In the data that follows, count every line holding the string "Trails" and give the count alone.

BEGIN

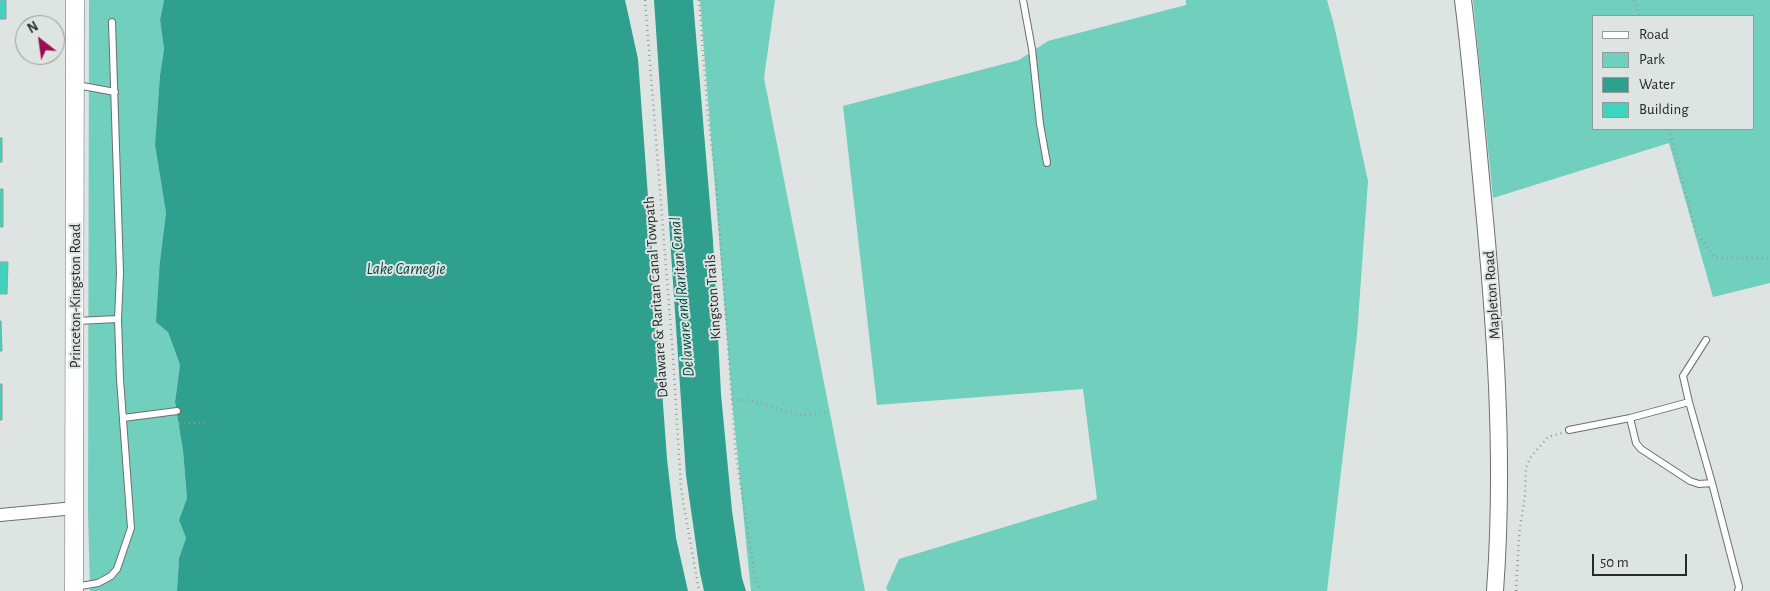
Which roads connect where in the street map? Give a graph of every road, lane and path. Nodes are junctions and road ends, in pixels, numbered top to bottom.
1 (75, 0) edge
2 (645, 0) edge
3 (699, 0) edge
4 (1023, 0) edge
5 (1463, 0) edge
6 (1634, 0) edge
7 (1639, 15) edge
8 (112, 22) dead end
9 (75, 84) junction
10 (114, 92) junction
11 (1669, 130) edge
12 (1046, 163) dead end
13 (1770, 258) edge
14 (118, 319) junction
15 (75, 321) junction
16 (1706, 340) dead end
17 (732, 400) junction
18 (1689, 402) junction
19 (177, 411) dead end
20 (828, 412) dead end
21 (123, 418) junction
22 (1630, 418) junction
23 (205, 422) dead end
24 (179, 424) dead end
25 (1570, 430) joint
26 (1712, 483) junction
27 (75, 508) junction
28 (0, 515) edge
29 (74, 589) edge
30 (699, 591) edge
31 (760, 591) edge
32 (1495, 591) edge
33 (1516, 591) edge
34 (1738, 591) edge

1 - 9 main road, Princeton-Kingston Road
2 - 30 path, Delaware & Raritan Canal Towpath
3 - 17 path, Kingston Trails
4 - 12 lane
5 - 32 street, Mapleton Road
6 - 7 path
8 - 10 lane
9 - 10 lane
9 - 15 main road, Princeton-Kingston Road
10 - 14 lane
11 - 13 path
14 - 15 lane
14 - 21 lane
15 - 27 main road, Princeton-Kingston Road
16 - 18 lane
17 - 20 path
17 - 31 path, Kingston Trails
18 - 22 lane
18 - 26 lane
19 - 21 lane
21 - 29 lane
22 - 25 lane
22 - 26 lane
23 - 24 path
25 - 33 path
26 - 34 lane
27 - 28 street
27 - 29 main road, Princeton-Kingston Road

END

» **Your solution**: 2